Quello bresciano, peraltro, non rappresenta un episodio isolato nel panorama regionale, poiché la Lombardia sta facendo i conti con una serie preoccupante di focolai scoppiati nel giro di poche settimane. Il primo caso era emerso a Cremona proprio alla fine di ottobre, colpendo un allevamento di tacchini e innescando un'allerta che da allora non si è più spenta. Parallelamente, un altro focolaio è stato confermato nel cremasco, precisamente nel comune di Casale Cremasco-Vidolasco, dove l'allarme era scattato in seguito alla segnalazione di una moria improvvisa di una cinquantina di esemplari.

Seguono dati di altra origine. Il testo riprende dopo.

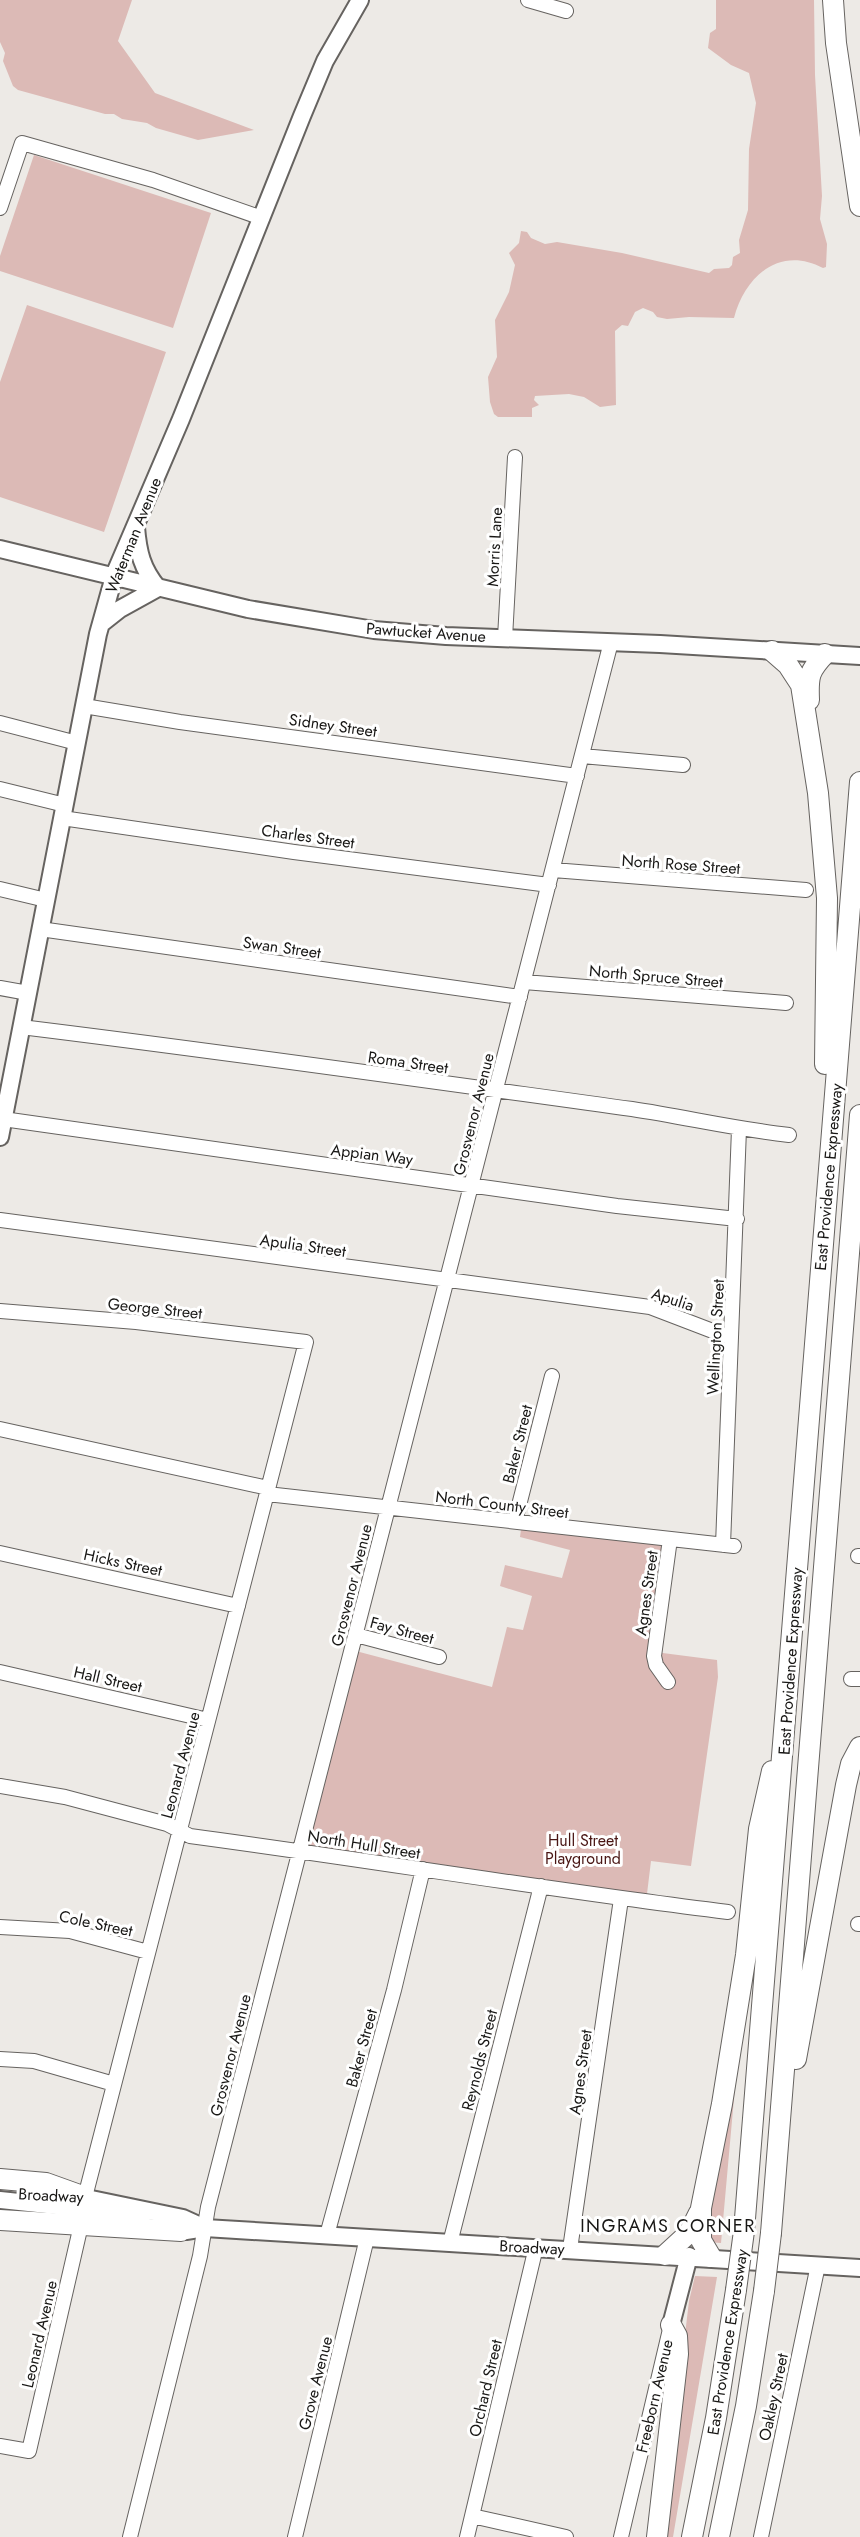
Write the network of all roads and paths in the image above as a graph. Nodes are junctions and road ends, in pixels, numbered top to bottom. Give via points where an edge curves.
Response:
1 (360, 0) edge
2 (528, 0) edge
3 (833, 0) edge
4 (566, 11) dead end
5 (860, 206) edge
6 (0, 208) edge
7 (262, 218) junction
8 (515, 457) dead end
9 (135, 525) junction
10 (0, 549) edge
11 (113, 577) junction
12 (158, 588) junction
13 (100, 624) junction
14 (505, 638) junction
15 (611, 642) junction
16 (772, 651) junction
17 (825, 654) junction
18 (854, 656) edge
19 (84, 706) junction
20 (0, 723) edge
21 (810, 736) junction
22 (77, 743) junction
23 (582, 756) junction
24 (683, 765) dead end
25 (577, 776) junction
26 (860, 782) edge
27 (0, 789) edge
28 (64, 811) junction
29 (553, 870) junction
30 (549, 885) junction
31 (0, 890) edge
32 (806, 890) dead end
33 (46, 900) junction
34 (40, 929) junction
35 (524, 982) junction
36 (0, 988) edge
37 (28, 993) junction
38 (520, 997) junction
39 (786, 1003) dead end
40 (21, 1027) junction
41 (6, 1078) edge
42 (496, 1091) junction
43 (860, 1115) edge
44 (3, 1119) junction
45 (739, 1129) junction
46 (789, 1135) dead end
47 (0, 1137) edge
48 (472, 1184) junction
49 (737, 1219) junction
50 (0, 1220) edge
51 (823, 1244) junction
52 (447, 1281) junction
53 (603, 1300) joint
54 (0, 1311) edge
55 (731, 1338) junction
56 (306, 1342) joint
57 (552, 1376) dead end
58 (0, 1429) edge
59 (267, 1491) junction
60 (388, 1507) junction
61 (515, 1521) junction
62 (670, 1539) junction
63 (728, 1546) joint
64 (0, 1552) edge
65 (238, 1606) junction
66 (356, 1635) junction
67 (439, 1658) dead end
68 (0, 1672) edge
69 (668, 1682) dead end
70 (788, 1695) junction
71 (208, 1720) junction
72 (860, 1747) edge
73 (0, 1786) edge
74 (180, 1830) junction
75 (300, 1851) junction
76 (423, 1869) junction
77 (541, 1886) junction
78 (621, 1899) junction
79 (728, 1912) dead end
80 (0, 1927) edge
81 (148, 1952) junction
82 (0, 2059) edge
83 (114, 2084) junction
84 (778, 2153) junction
85 (0, 2179) edge
86 (0, 2194) edge
87 (85, 2197) junction
88 (0, 2200) edge
89 (701, 2208) junction
90 (0, 2220) edge
91 (81, 2225) junction
92 (205, 2228) junction
93 (181, 2231) junction
94 (327, 2235) junction
95 (367, 2238) junction
96 (450, 2242) junction
97 (536, 2247) junction
98 (570, 2249) junction
99 (665, 2255) junction
100 (689, 2256) junction
101 (711, 2258) junction
102 (818, 2265) junction
103 (860, 2268) edge
104 (671, 2325) junction
105 (0, 2446) edge
106 (472, 2516) junction
107 (130, 2537) edge
108 (295, 2537) edge
109 (467, 2537) edge
110 (566, 2537) edge
111 (621, 2537) edge
112 (657, 2537) edge
113 (692, 2537) edge
114 (720, 2537) edge
115 (761, 2537) edge

1 - 7 main road, Waterman Avenue via 325,60
2 - 4 street
3 - 5 highway
6 - 7 street via 22,143 153,180
7 - 9 main road, Waterman Avenue
8 - 14 street, Morris Lane
9 - 11 main road, Waterman Avenue
9 - 12 main road via 138,555
10 - 11 main road, Pawtucket Avenue
11 - 12 main road, Pawtucket Avenue
11 - 13 main road, Waterman Avenue
12 - 13 main road
12 - 14 main road, Pawtucket Avenue via 248,609 374,630
13 - 19 main road, Waterman Avenue
14 - 15 main road, Pawtucket Avenue
15 - 16 main road, Pawtucket Avenue
15 - 23 street, Grosvenor Avenue
16 - 17 main road, Pawtucket Avenue
16 - 21 highway via 798,679
17 - 18 main road, Pawtucket Avenue
17 - 21 highway via 808,677
19 - 22 main road, Waterman Avenue
19 - 25 street, Sidney Street
20 - 22 street
21 - 51 highway via 827,898
22 - 28 main road, Waterman Avenue
23 - 24 street
23 - 25 street, Grosvenor Avenue
25 - 29 street, Grosvenor Avenue
26 - 51 highway, East Providence Expressway
27 - 28 street, Charles Street
28 - 30 street, Charles Street via 294,852
28 - 33 main road, Waterman Avenue
29 - 30 street, Grosvenor Avenue
29 - 32 street, North Rose Street
30 - 35 street, Grosvenor Avenue
31 - 33 street
33 - 34 main road, Waterman Avenue
34 - 37 main road, Waterman Avenue
34 - 38 street, Swan Street
35 - 38 street, Grosvenor Avenue
35 - 39 street, North Spruce Street
36 - 37 street
37 - 40 main road, Waterman Avenue
38 - 42 street, Grosvenor Avenue
40 - 41 main road, Waterman Avenue
40 - 42 street, Roma Street
41 - 44 main road, Waterman Avenue
42 - 45 street, Roma Street
42 - 48 street, Grosvenor Avenue
43 - 84 highway, East Providence Expressway
44 - 47 main road, Waterman Avenue
44 - 48 street, Appian Way
45 - 46 street, Roma Street
45 - 49 street, Wellington Street
48 - 49 street, Appian Way
48 - 52 street, Grosvenor Avenue
49 - 55 street, Wellington Street
50 - 52 street, Apulia Street
51 - 70 highway, East Providence Expressway
52 - 53 street, Apulia Street
52 - 60 street, Grosvenor Avenue
53 - 55 street, Apulia via 650,1307
54 - 56 street, George Street
55 - 63 street, Wellington Street
56 - 59 street, Leonard Avenue
57 - 61 street, Baker Street
58 - 59 street, North County Street
59 - 60 street, North County Street
59 - 65 street, Leonard Avenue
60 - 61 street, North County Street
60 - 66 street, Grosvenor Avenue
61 - 62 street, North County Street
62 - 63 street, North County Street
62 - 69 street, Agnes Street via 654,1656
64 - 65 street, Hicks Street
65 - 71 street, Leonard Avenue
66 - 67 street, Fay Street
66 - 75 street, Grosvenor Avenue
68 - 71 street, Hall Street
70 - 89 highway via 759,1829 746,1954
70 - 113 highway, East Providence Expressway, bridge via 744,2230 714,2428
71 - 74 street, Leonard Avenue
72 - 84 highway via 846,1785
73 - 74 street, North Hull Street via 65,1797
74 - 75 street, North Hull Street via 190,1836
74 - 81 street, Leonard Avenue
75 - 76 street, North Hull Street
75 - 92 street, Grosvenor Avenue
76 - 77 street, North Hull Street
76 - 94 street, Baker Street
77 - 78 street, North Hull Street
77 - 96 street, Reynolds Street
78 - 79 street, North Hull Street
78 - 98 street, Agnes Street
80 - 81 street, Cole Street via 70,1930
81 - 83 street, Leonard Avenue
82 - 83 street via 34,2061
83 - 87 street, Leonard Avenue
84 - 114 highway, East Providence Expressway, bridge via 764,2291
85 - 87 highway via 46,2183
86 - 87 main road, Broadway
87 - 92 main road, Broadway via 183,2218
88 - 93 main road, Broadway via 66,2207
89 - 99 highway via 689,2233
89 - 101 highway via 701,2240
90 - 91 highway
91 - 93 highway
91 - 105 street, Leonard Avenue via 29,2451
92 - 93 main road, Broadway
92 - 94 main road, Broadway
92 - 107 street, Grosvenor Avenue
94 - 95 main road, Broadway
95 - 96 main road, Broadway
95 - 108 street, Grove Avenue
96 - 97 main road, Broadway
97 - 98 main road, Broadway
97 - 106 street, Orchard Street
98 - 99 main road, Broadway
99 - 100 main road, Broadway
100 - 101 main road, Broadway
100 - 104 main road, Freeborn Avenue
101 - 102 main road, Broadway
102 - 103 main road, Broadway
102 - 115 street, Oakley Street
104 - 111 street, Freeborn Avenue
104 - 112 highway via 678,2354
106 - 109 street, Orchard Street
106 - 110 street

A fugare ogni dubbio sulla natura di quegli eventi, determinanti si sono rivelate le indagini diagnostiche svolte dall'Istituto Zooprofilattico Sperimentale delle Venezie, il cui laboratorio di Padova ha ufficializzato la positività al virus dell'influenza aviaria nella giornata di lunedì 27 ottobre, fornendo la conferma scientifica che ha reso inevitabili le successive e dolorose operazioni di abbattimento degli animali infetti.
Il fenomeno, del resto, non interessa soltanto il territorio italiano, ma sta assumendo contorni europei, con focolai attivi che stanno mettendo a dura prova anche la Germania, dove le autorità hanno disposto l'abbattimento di circa centotrentamila tra anatre e polli negli allevamenti vicini a Berlino. Oltralpe, il centro nazionale tedesco di ricerca sulle malattie animali ha definito “elevato” il livello di rischio, una valutazione che sembra trovare riscontro nelle misure adottate anche in Danimarca e nei Paesi Bassi, dove sono stati soppressi rispettivamente centocinquantamila e oltre settantamila capi di pollame.